Balance


It’s August again. It’s looking like the end of summer (though my husband is trying in desperate futility to fight it) the sun is going down a bit earlier, the days are steadily getting cooler, and it’s time to start thinking about wearing a jacket in the evening. Before we know it, the leaves will change again and a winter will be upon us. After that, a fresh new spring and then it will be summer again. It all works out, the end of one sparks the beginning of the next and so on…

(Gee thanks for the science lesson on the seasons Captain Obvious)

The end of seasons are bittersweet. I enjoy the transition of fall, but I can’t help but feel a looming sadness for the end of another summer because it means my children are growing up. If you are a parent you must understand that there is a delicate balance to raising children. I believe if you are raising your children correctly, your goal is to have them eventually be independent, yet still need you…but not too much. I try to mix the motherly advice with chicanery and tomfoolery just to keep things even. I have three brilliant children who are all growing up too quickly, it’s a lot like the end of summer and beginning of fall. I am trying to fight it, but they are staying up a bit later, growing a bit taller, and they don’t want me to hand them a jacket as they walk out the door…it’s not cool. Before I know it, they will be another grade level higher in school, they will continue to grow up…and then another year will have gone by and they will be one year closer to graduation. Being one year closer to graduation of course means needing less of their mom, and a growing intolerance of my goofy ass. I guess at some point I should probably look into growing up too…I hear it’s nice.

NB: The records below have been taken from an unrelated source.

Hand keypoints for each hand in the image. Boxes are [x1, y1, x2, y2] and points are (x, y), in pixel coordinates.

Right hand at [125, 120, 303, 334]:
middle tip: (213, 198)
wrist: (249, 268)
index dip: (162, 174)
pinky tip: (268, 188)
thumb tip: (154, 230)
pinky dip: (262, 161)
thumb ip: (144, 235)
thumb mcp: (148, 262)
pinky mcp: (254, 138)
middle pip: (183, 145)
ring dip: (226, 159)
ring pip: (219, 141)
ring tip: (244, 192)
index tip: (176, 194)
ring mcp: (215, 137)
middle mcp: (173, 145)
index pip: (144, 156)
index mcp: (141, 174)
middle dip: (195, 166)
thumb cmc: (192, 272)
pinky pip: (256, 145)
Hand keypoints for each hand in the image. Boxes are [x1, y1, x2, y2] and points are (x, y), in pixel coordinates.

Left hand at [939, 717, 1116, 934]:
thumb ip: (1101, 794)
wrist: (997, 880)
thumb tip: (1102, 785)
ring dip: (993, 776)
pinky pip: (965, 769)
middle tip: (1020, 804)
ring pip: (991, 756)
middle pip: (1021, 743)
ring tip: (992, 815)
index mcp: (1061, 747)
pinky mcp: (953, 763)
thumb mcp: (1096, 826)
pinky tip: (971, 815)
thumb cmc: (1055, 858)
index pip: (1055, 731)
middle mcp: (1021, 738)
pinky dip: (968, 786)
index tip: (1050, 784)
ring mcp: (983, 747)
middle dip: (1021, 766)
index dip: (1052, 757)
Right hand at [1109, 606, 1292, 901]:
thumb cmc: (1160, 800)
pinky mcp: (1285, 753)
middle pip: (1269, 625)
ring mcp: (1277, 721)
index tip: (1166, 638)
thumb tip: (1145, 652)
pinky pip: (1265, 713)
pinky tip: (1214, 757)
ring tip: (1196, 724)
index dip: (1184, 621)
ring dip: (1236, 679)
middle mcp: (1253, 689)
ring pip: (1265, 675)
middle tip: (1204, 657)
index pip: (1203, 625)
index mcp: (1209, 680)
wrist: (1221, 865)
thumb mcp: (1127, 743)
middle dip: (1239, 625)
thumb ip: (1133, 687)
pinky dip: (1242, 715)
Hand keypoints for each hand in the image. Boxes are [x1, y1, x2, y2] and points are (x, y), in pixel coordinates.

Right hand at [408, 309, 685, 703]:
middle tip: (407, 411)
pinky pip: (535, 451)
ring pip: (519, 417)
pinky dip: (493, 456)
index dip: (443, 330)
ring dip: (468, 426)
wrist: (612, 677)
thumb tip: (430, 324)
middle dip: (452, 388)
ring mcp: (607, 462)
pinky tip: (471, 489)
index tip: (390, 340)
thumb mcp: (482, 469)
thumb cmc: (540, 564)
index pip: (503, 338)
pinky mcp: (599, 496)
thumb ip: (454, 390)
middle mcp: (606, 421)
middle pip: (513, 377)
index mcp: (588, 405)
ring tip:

I worry senselessly about so many things and as I told my sweet father-in-law after his diagnosis with cancer before we lost him nearly two years ago…(miss you Pop…) “Worrying is like rocking in a rocking chair…it will keep you busy, but you won’t get anywhere.” Ever notice how easy it is to give advice, but so hard to actually take it? I also drew a picture of boobs on the dry erase board in his hospital room. See?? Balance.

This is just another transition and we will survive it. I will create new wonderful memories with my growing children and still show them how to be independent, but I will remain hopeful they will always still need me, whether I am being serious or silly.

Thanks for reading my late night ramblings.